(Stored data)
--------
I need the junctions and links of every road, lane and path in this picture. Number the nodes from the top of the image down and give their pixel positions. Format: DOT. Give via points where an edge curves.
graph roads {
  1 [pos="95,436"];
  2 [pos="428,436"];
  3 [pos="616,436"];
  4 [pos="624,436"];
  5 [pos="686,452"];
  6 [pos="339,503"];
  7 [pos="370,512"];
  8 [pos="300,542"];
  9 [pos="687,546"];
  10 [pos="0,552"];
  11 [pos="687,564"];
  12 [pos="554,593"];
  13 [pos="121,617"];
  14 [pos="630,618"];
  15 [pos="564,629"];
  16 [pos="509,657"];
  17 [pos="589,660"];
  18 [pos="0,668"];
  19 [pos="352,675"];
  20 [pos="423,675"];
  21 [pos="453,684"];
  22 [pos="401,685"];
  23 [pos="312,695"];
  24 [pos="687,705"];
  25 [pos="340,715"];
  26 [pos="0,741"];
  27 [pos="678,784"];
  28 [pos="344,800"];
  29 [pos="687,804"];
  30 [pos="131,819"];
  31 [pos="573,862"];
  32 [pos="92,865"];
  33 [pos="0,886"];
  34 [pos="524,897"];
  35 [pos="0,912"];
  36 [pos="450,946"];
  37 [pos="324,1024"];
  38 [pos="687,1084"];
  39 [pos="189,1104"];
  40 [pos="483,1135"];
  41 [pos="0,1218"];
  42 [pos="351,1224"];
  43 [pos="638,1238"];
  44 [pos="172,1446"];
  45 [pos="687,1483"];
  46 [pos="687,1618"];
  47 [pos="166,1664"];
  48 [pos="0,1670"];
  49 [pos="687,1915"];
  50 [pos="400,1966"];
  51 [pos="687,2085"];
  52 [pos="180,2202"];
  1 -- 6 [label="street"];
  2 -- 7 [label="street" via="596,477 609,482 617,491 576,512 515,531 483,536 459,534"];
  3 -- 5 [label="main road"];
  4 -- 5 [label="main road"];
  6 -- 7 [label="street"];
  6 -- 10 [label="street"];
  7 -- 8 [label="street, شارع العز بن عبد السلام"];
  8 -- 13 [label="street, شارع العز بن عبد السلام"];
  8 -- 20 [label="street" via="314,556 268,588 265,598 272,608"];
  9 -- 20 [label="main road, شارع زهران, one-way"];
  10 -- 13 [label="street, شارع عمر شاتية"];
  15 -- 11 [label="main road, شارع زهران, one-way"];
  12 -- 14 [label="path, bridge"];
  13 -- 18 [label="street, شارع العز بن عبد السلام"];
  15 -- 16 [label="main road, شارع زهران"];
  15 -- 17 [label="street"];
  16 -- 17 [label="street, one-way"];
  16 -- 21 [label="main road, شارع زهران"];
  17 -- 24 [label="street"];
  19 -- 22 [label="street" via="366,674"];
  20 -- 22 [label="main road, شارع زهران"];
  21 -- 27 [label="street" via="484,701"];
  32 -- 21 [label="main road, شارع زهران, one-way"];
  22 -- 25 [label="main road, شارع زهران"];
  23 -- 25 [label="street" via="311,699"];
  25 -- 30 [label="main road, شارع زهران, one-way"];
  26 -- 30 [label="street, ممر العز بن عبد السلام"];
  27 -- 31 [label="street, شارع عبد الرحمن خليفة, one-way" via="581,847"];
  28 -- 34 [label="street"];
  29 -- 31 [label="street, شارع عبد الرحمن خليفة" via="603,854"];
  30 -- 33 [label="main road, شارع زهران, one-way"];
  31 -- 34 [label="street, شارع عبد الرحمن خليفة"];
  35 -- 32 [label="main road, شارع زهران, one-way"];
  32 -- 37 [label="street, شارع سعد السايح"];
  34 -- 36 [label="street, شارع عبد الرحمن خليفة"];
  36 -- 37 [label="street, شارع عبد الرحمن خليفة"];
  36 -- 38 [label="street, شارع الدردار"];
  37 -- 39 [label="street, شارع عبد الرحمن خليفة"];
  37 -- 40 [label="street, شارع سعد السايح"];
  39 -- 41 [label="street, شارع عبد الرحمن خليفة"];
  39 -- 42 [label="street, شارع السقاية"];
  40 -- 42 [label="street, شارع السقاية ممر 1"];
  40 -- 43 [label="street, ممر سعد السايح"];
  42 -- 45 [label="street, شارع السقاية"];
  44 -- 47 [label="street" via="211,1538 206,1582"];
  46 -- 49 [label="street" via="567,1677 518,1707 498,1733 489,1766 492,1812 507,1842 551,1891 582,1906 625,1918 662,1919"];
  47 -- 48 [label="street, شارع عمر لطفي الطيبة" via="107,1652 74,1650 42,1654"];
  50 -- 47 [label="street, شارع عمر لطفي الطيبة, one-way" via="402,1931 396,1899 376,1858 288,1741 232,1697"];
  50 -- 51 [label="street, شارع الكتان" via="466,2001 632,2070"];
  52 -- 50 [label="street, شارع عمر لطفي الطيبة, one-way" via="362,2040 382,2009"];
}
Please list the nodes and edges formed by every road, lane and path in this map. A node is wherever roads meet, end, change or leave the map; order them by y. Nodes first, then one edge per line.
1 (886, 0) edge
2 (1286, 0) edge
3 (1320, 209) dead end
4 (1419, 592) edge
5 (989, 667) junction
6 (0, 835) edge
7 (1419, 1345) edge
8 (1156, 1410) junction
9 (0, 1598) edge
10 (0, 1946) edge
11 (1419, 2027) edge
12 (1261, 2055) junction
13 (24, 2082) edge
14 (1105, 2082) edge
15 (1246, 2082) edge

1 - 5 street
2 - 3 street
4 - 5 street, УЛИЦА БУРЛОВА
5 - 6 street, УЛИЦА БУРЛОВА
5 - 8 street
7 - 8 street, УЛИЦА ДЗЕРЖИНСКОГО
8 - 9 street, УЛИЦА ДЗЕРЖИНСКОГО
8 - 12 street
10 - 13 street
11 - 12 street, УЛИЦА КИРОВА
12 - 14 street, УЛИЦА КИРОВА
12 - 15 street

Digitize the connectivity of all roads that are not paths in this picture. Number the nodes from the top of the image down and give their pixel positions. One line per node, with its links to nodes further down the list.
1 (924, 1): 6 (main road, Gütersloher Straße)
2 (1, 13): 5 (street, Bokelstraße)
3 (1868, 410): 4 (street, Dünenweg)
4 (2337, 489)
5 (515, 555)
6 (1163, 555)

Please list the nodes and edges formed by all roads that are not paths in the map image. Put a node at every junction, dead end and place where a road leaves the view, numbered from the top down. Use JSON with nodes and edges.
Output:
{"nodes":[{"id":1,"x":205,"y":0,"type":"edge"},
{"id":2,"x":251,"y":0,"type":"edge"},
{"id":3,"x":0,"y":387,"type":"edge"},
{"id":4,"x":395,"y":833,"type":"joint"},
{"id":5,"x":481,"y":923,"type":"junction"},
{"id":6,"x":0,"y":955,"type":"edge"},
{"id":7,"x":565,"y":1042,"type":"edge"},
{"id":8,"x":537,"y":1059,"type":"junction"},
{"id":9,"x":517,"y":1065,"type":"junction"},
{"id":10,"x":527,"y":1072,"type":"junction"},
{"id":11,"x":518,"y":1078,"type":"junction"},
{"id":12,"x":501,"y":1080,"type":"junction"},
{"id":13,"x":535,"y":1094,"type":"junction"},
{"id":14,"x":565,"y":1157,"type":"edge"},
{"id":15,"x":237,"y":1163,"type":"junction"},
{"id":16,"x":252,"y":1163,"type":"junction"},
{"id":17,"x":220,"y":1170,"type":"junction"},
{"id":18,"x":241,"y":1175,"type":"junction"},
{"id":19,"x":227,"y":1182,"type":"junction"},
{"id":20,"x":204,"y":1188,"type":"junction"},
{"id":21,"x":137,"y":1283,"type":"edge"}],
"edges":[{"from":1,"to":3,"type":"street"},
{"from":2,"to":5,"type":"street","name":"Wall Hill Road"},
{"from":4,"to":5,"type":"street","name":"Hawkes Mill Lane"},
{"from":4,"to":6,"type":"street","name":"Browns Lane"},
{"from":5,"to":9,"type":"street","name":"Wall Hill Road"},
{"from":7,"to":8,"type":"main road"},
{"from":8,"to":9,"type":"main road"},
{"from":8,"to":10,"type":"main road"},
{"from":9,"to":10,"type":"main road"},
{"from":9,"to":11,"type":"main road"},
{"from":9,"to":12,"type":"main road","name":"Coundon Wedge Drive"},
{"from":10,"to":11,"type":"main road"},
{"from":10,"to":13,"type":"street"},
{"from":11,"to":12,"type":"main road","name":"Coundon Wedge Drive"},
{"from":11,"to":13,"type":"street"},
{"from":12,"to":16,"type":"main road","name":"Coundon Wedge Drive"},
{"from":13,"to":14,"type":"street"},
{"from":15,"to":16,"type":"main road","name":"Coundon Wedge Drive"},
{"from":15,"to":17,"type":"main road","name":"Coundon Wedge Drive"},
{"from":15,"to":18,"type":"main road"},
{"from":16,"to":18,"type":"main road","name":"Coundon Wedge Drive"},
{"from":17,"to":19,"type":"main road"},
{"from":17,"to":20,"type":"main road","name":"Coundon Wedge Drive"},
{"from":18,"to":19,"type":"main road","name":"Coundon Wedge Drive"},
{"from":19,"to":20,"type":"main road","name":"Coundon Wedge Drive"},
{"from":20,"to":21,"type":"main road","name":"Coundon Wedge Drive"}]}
--------
Take the records above and return, word for word, only the lines that fall from the line with "Digitize the connectivity" to the line with "Please list the nodes and edges formed by all", both of them included.

● Output of the exercise:
Digitize the connectivity of all roads that are not paths in this picture. Number the nodes from the top of the image down and give their pixel positions. One line per node, with its links to nodes further down the list.
1 (924, 1): 6 (main road, Gütersloher Straße)
2 (1, 13): 5 (street, Bokelstraße)
3 (1868, 410): 4 (street, Dünenweg)
4 (2337, 489)
5 (515, 555)
6 (1163, 555)

Please list the nodes and edges formed by all roads that are not paths in the map image. Put a node at every junction, dead end and place where a road leaves the view, numbered from the top down. Use JSON with nodes and edges.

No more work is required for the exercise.